The Berlin Games four years later set up a showdown between Stella and her bitter rival, Helen Stephens. In 1935, the six-foot-tall Missouri farm girl stunned the track world by defeating Stella in the 50-yard dash in an American Athletic Union meet. With Adolf Hitler in the stands at the ‘36 Olympics, Stephens set a world record of 11.5 seconds in the 100-meter finals to clearly outpace Stella, who stood on the podium after the race to accept a silver medal for Poland. Ironically, a Polish news reporter charged Stephens with being a man. Olympic officials performed a sex test on her and reported that she was, in fact, a woman.

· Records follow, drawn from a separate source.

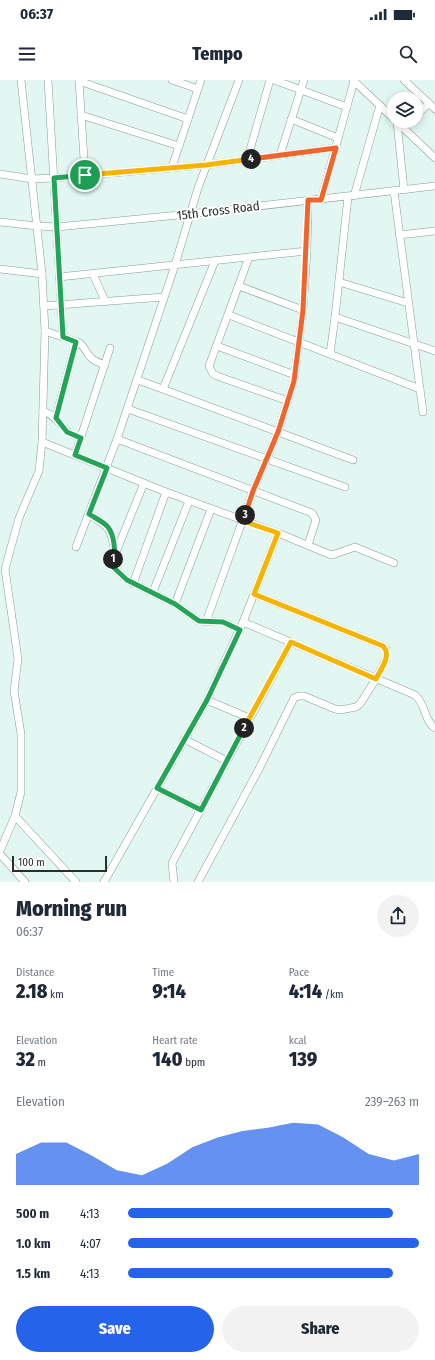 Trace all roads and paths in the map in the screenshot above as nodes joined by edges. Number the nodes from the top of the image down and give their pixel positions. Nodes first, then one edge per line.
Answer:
1 (21, 80) edge
2 (48, 80) edge
3 (79, 80) edge
4 (172, 80) edge
5 (201, 80) edge
6 (239, 80) edge
7 (270, 80) edge
8 (274, 80) edge
9 (304, 80) edge
10 (354, 80) edge
11 (404, 80) edge
12 (198, 89) junction
13 (301, 90) junction
14 (429, 103) junction
15 (380, 105) junction
16 (348, 107) junction
17 (423, 109) edge
18 (435, 109) edge
19 (387, 112) edge
20 (81, 115) junction
21 (291, 119) junction
22 (188, 120) junction
23 (398, 128) edge
24 (404, 128) edge
25 (338, 138) junction
26 (179, 146) junction
27 (336, 148) junction
28 (280, 156) junction
29 (435, 158) edge
30 (247, 160) junction
31 (206, 165) junction
32 (172, 167) junction
33 (0, 174) edge
34 (85, 175) junction
35 (54, 178) junction
36 (32, 179) junction
37 (435, 186) edge
38 (404, 190) junction
39 (394, 191) junction
40 (351, 196) junction
41 (308, 200) junction
42 (321, 200) junction
43 (189, 214) junction
44 (0, 222) edge
45 (37, 226) junction
46 (57, 226) junction
47 (435, 231) edge
48 (399, 235) junction
49 (306, 251) junction
50 (250, 257) junction
51 (215, 261) junction
52 (175, 265) junction
53 (0, 269) edge
54 (42, 274) junction
55 (93, 274) junction
56 (59, 277) junction
57 (339, 282) junction
58 (239, 286) junction
59 (164, 297) junction
60 (105, 301) junction
61 (408, 303) junction
62 (61, 304) junction
63 (44, 306) junction
64 (303, 310) junction
65 (229, 315) junction
66 (335, 317) junction
67 (46, 331) junction
68 (63, 337) junction
69 (76, 342) junction
70 (299, 342) junction
71 (413, 344) junction
72 (217, 346) junction
73 (110, 348) dead end
74 (435, 351) edge
75 (330, 354) junction
76 (105, 365) junction
77 (295, 375) junction
78 (138, 380) junction
79 (163, 389) junction
80 (420, 389) junction
81 (288, 401) junction
82 (128, 409) junction
83 (43, 411) junction
84 (423, 412) dead end
85 (56, 418) junction
86 (278, 432) junction
87 (81, 438) junction
88 (117, 439) junction
89 (42, 442) junction
90 (75, 455) junction
91 (267, 460) junction
92 (353, 460) dead end
93 (107, 468) junction
94 (144, 483) junction
95 (345, 487) dead end
96 (253, 491) junction
97 (166, 492) junction
98 (189, 501) junction
99 (211, 509) junction
100 (89, 514) junction
101 (243, 521) junction
102 (278, 533) junction
103 (308, 545) junction
104 (76, 547) dead end
105 (115, 553) junction
106 (394, 563) dead end
107 (133, 584) junction
108 (153, 592) junction
109 (254, 594) junction
110 (175, 604) junction
111 (206, 622) junction
112 (243, 622) junction
113 (240, 630) junction
114 (291, 642) junction
115 (376, 679) junction
116 (207, 700) junction
117 (250, 718) junction
118 (435, 728) edge
119 (184, 739) junction
120 (227, 761) junction
121 (157, 788) junction
122 (201, 810) junction
123 (15, 816) junction
124 (0, 850) edge
125 (0, 854) edge
126 (22, 881) edge
127 (76, 882) edge
128 (104, 882) edge
129 (174, 882) edge
130 (198, 882) edge

1 - 36 street
2 - 35 street
3 - 20 street
3 - 22 street
4 - 12 street
5 - 12 street
6 - 31 street
7 - 30 street
8 - 13 street
9 - 13 street
10 - 15 street
10 - 16 street
11 - 14 street
12 - 22 street
13 - 16 street
13 - 21 street
14 - 17 street
14 - 18 street
15 - 19 street
15 - 40 street
16 - 25 street
20 - 26 street
20 - 34 street
21 - 25 street
21 - 28 street
22 - 26 street
23 - 38 street
24 - 29 street
25 - 27 street
26 - 32 street
27 - 28 street
27 - 42 street
28 - 30 street
30 - 31 street
31 - 32 street
31 - 43 street
32 - 34 street
33 - 36 street
34 - 35 street
35 - 36 street
35 - 46 street
36 - 45 street
37 - 38 street, 15th Cross Road
38 - 39 street, 15th Cross Road
39 - 40 street, 15th Cross Road
39 - 48 street
40 - 42 street, 15th Cross Road
40 - 57 street
41 - 42 street, 15th Cross Road
41 - 43 street, 15th Cross Road
41 - 49 street
43 - 46 street, 15th Cross Road
43 - 52 street
44 - 45 street, 15th Cross Road
45 - 46 street, 15th Cross Road
45 - 54 street
46 - 56 street
47 - 48 street
48 - 61 street
49 - 50 street
49 - 64 street
50 - 51 street
50 - 58 street
51 - 52 street
51 - 79 street
52 - 55 street
52 - 59 street
53 - 54 street
54 - 63 street
55 - 56 street
55 - 60 street
56 - 62 street
57 - 61 street
57 - 66 street
58 - 64 street
58 - 65 street
59 - 60 street
59 - 78 street
60 - 62 street
61 - 71 street
62 - 63 street
62 - 68 street
63 - 67 street
64 - 70 street
65 - 70 street
65 - 72 street
66 - 71 street
66 - 75 street
67 - 68 street
67 - 83 street
68 - 69 street
69 - 76 street
69 - 85 street
70 - 75 street
70 - 77 street
71 - 74 street
71 - 80 street
72 - 77 street
72 - 81 street
73 - 76 street
75 - 80 street
76 - 87 street
77 - 81 street
78 - 79 street
78 - 82 street
79 - 86 street
80 - 84 street
81 - 86 street
82 - 88 street
82 - 91 street
83 - 85 street
83 - 89 street
85 - 87 street
86 - 91 street
86 - 92 street
87 - 90 street
88 - 93 street
88 - 96 street
89 - 90 street
89 - 123 street
90 - 93 street
91 - 95 street
91 - 96 street
93 - 94 street
93 - 100 street
94 - 97 street
94 - 105 street
96 - 101 street
96 - 103 street
97 - 98 street
97 - 107 street
98 - 99 street
98 - 108 street
99 - 101 street
99 - 110 street
100 - 104 street
100 - 105 street
101 - 102 street
101 - 111 street
102 - 103 street
102 - 109 street
103 - 106 street
105 - 107 street
107 - 108 street
108 - 110 street
109 - 112 street
109 - 115 street
110 - 111 street
111 - 113 street
112 - 113 street
112 - 114 street
113 - 116 street
114 - 115 street
114 - 117 street
115 - 118 street
115 - 130 street
116 - 117 street
116 - 119 street
117 - 120 street
119 - 120 street
119 - 121 street
120 - 122 street
121 - 122 street
121 - 128 street
122 - 129 street
123 - 124 street
123 - 127 street
125 - 126 street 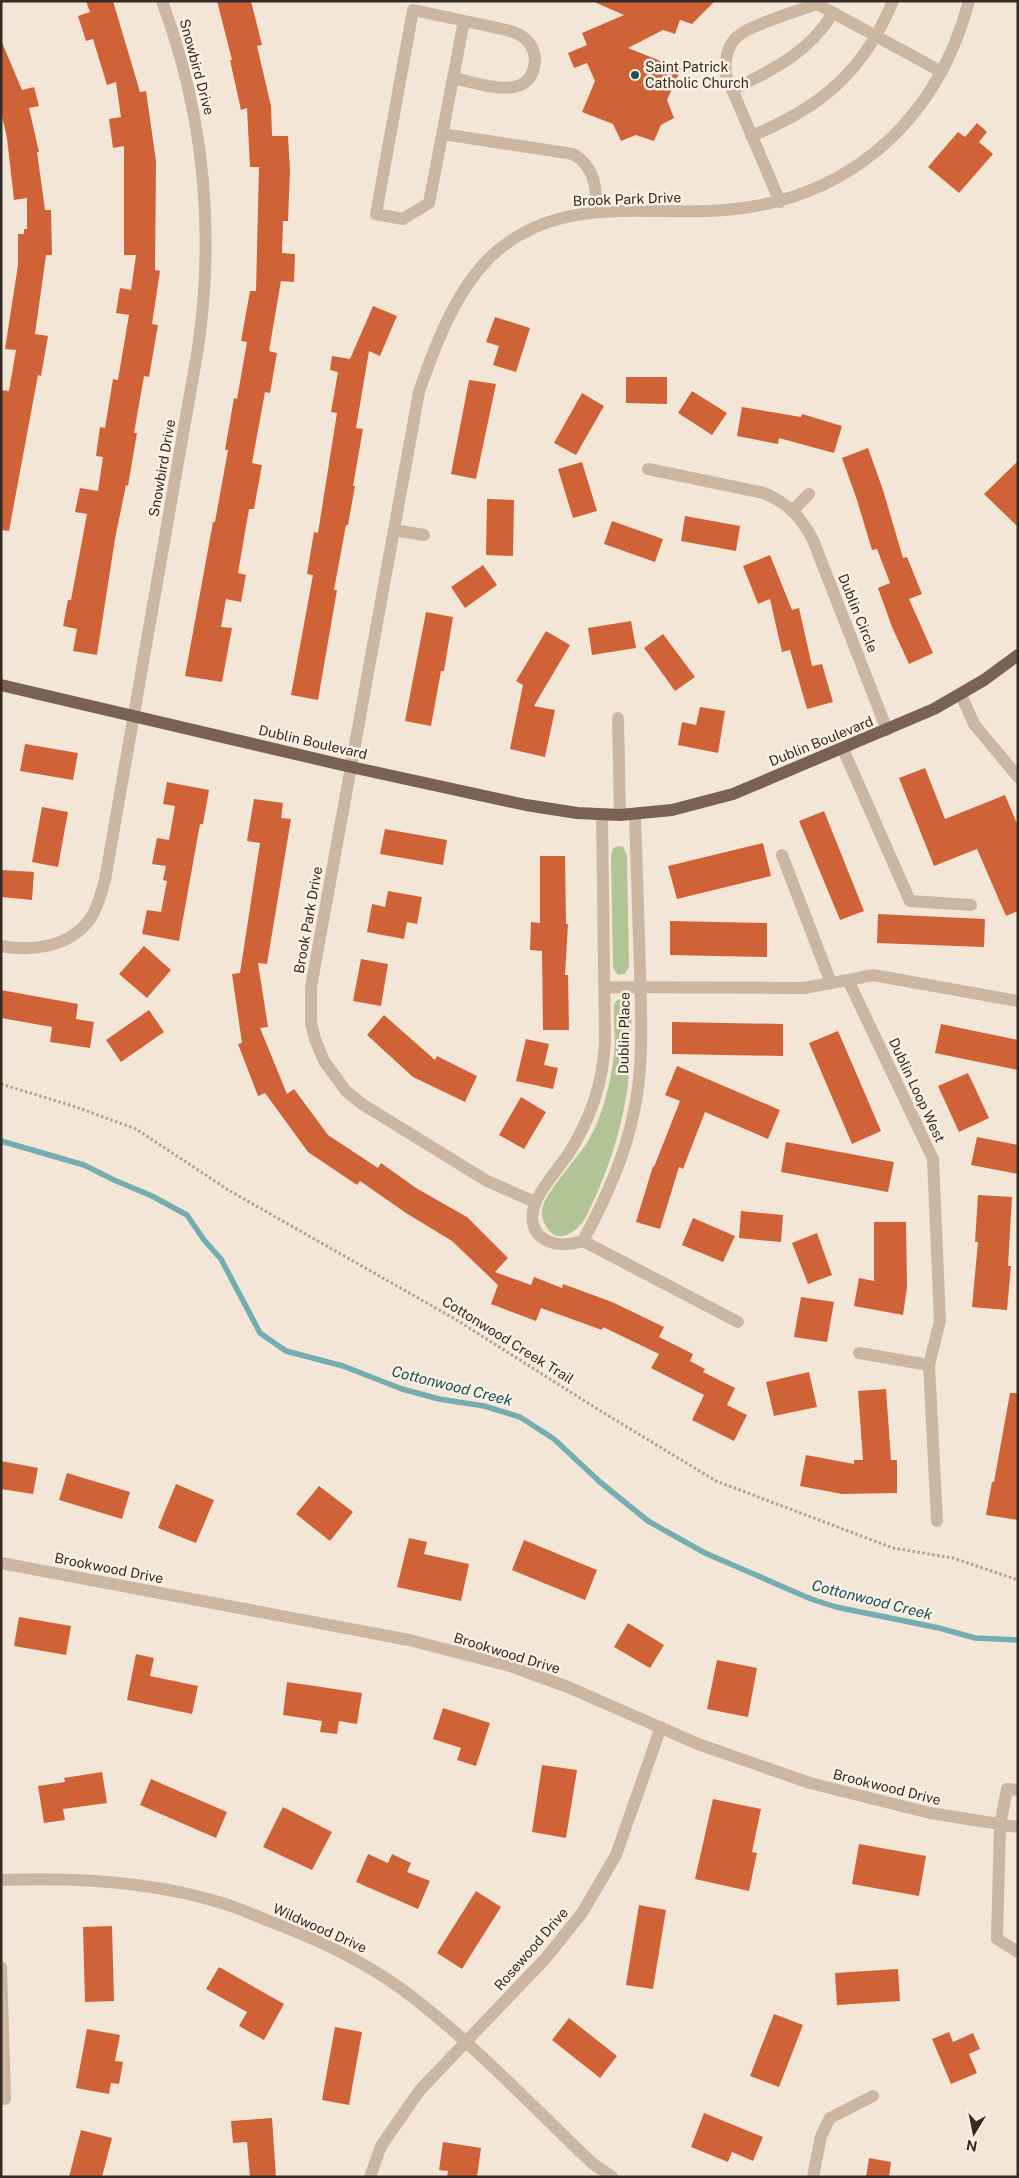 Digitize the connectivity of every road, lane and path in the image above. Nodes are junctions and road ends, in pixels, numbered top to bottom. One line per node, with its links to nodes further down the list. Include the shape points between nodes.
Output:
1 (162, 1): 22 (street, Snowbird Drive, via 184,65 198,133 206,197 206,279 198,348)
2 (893, 1): 6 (street)
3 (969, 1): 7 (street, Brook Park Drive)
4 (833, 13): 6 (street); 9 (street, via 798,54); 9 (street, via 817,4 738,35 725,63)
5 (464, 21): 8 (street); 8 (street, via 522,36 534,51 534,69 528,80 510,89); 10 (street, via 413,10 376,214 403,219 429,203)
6 (876, 36): 7 (street); 11 (street, via 856,66 822,98 787,120)
7 (942, 72): 12 (street, Brook Park Drive, via 906,123 875,153 826,184)
8 (453, 78): 10 (street)
9 (732, 90): 11 (street)
10 (443, 134): 13 (street, via 573,154 593,176)
11 (751, 136): 12 (street)
12 (780, 202): 13 (street, Brook Park Drive, via 708,211)
13 (597, 212): 17 (street, Brook Park Drive, via 558,219 520,236 496,252 452,310 432,352 419,392)
14 (648, 469): 16 (street, Dublin Circle, via 764,493 781,500)
15 (808, 494): 16 (street)
16 (793, 510): 24 (street, Dublin Circle, via 813,540)
17 (394, 530): 18 (street); 26 (street, Brook Park Drive)
18 (424, 535)
19 (1018, 655): 21 (main road, Dublin Boulevard)
20 (1, 685): 22 (main road, Dublin Boulevard)
21 (961, 695): 24 (main road, Dublin Boulevard); 27 (street, via 974,724)
22 (134, 716): 26 (main road, Dublin Boulevard); 33 (street, Snowbird Drive, via 100,900 90,920)
23 (618, 718): 30 (street)
24 (887, 730): 25 (main road, Dublin Boulevard)
25 (843, 749): 28 (main road, Dublin Boulevard, via 717,799 672,810); 32 (street, via 910,901)
26 (351, 766): 29 (main road, Dublin Boulevard, via 526,804); 42 (street, Brook Park Drive, via 311,987 310,1007 315,1040 334,1076 362,1104 487,1181)
27 (1018, 777)
28 (635, 814): 30 (main road, Dublin Boulevard); 38 (street, Dublin Place)
29 (602, 815): 30 (main road, Dublin Boulevard); 39 (street, Dublin Place)
30 (620, 815)
31 (782, 855): 37 (street)
32 (971, 905)
33 (76, 933): 34 (street); 35 (street, Snowbird Drive, via 59,943 35,949)
34 (84, 944)
35 (1, 946)
36 (848, 980): 37 (street); 40 (street, via 873,975); 46 (street, Dublin Loop West, via 933,1159 940,1321)
37 (831, 983): 38 (street, via 804,988)
38 (640, 987): 39 (street); 43 (street, Dublin Place, via 639,1068 634,1112 615,1176)
39 (605, 988): 42 (street, Dublin Place, via 604,1059 596,1096 578,1137)
40 (1018, 1001)
41 (1, 1084): 49 (path, Cottonwood Creek Trail, via 136,1129 230,1191 455,1319 716,1480 893,1548 953,1558)
42 (535, 1202): 43 (street, via 534,1222 546,1241 565,1246)
43 (583, 1241): 44 (street)
44 (738, 1322)
45 (859, 1353): 46 (street)
46 (929, 1365): 47 (street, Dublin Loop West)
47 (937, 1521)
48 (1, 1563): 50 (street, Brookwood Drive, via 409,1640 510,1666 568,1687)
49 (1018, 1580)
50 (661, 1728): 52 (street, Brookwood Drive, via 740,1760 810,1783 930,1813); 57 (street, Rosewood Drive, via 616,1856 597,1888 562,1940)
51 (1018, 1790): 52 (street, via 1007,1788)
52 (1000, 1825): 53 (street, Brookwood Drive); 55 (street, via 997,1939)
53 (1018, 1828)
54 (1, 1880): 57 (street, Wildwood Drive, via 45,1878 120,1883 224,1903 305,1935 366,1965 412,1996)
55 (1018, 1952)
56 (1, 1967): 59 (street)
57 (466, 2043): 60 (street, Rosewood Drive, via 420,2090 381,2146); 61 (street, Wildwood Drive, via 592,2163)
58 (873, 2096): 62 (street, via 830,2118 821,2136)
59 (5, 2099)
60 (370, 2177)
61 (612, 2177)
62 (813, 2177)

The runner-up spot in Berlin didn’t deter Stella. Throughout the rest of the ‘30s and all of the ‘40s, she competed around the world in events that also included the discus throw, long jump, hurdles and 4x200 team relay. In 1946 alone, during a European tour, she captured 49 gold medals in 15 meets before she returned home to Cleveland by ocean liner on December 2 and announced she was going to take a “nice, long rest.”

Stella’s appearances were spotty in 1947. In late January, she triumphed in the 50-yard dash at the Philadelphia Enquirer Invitational by posting a 6.4-second time and trouncing her closest competitor. A come-from-behind victory in the 200-meter race brought her another gold medal in June at the senior A.A.U. meet in San Antonio, despite her complaints of a pulled leg muscle before the race. By this time, she had filled three rooms of her parents’ home with a collection of more than 5,000 medals, trophies and ribbons.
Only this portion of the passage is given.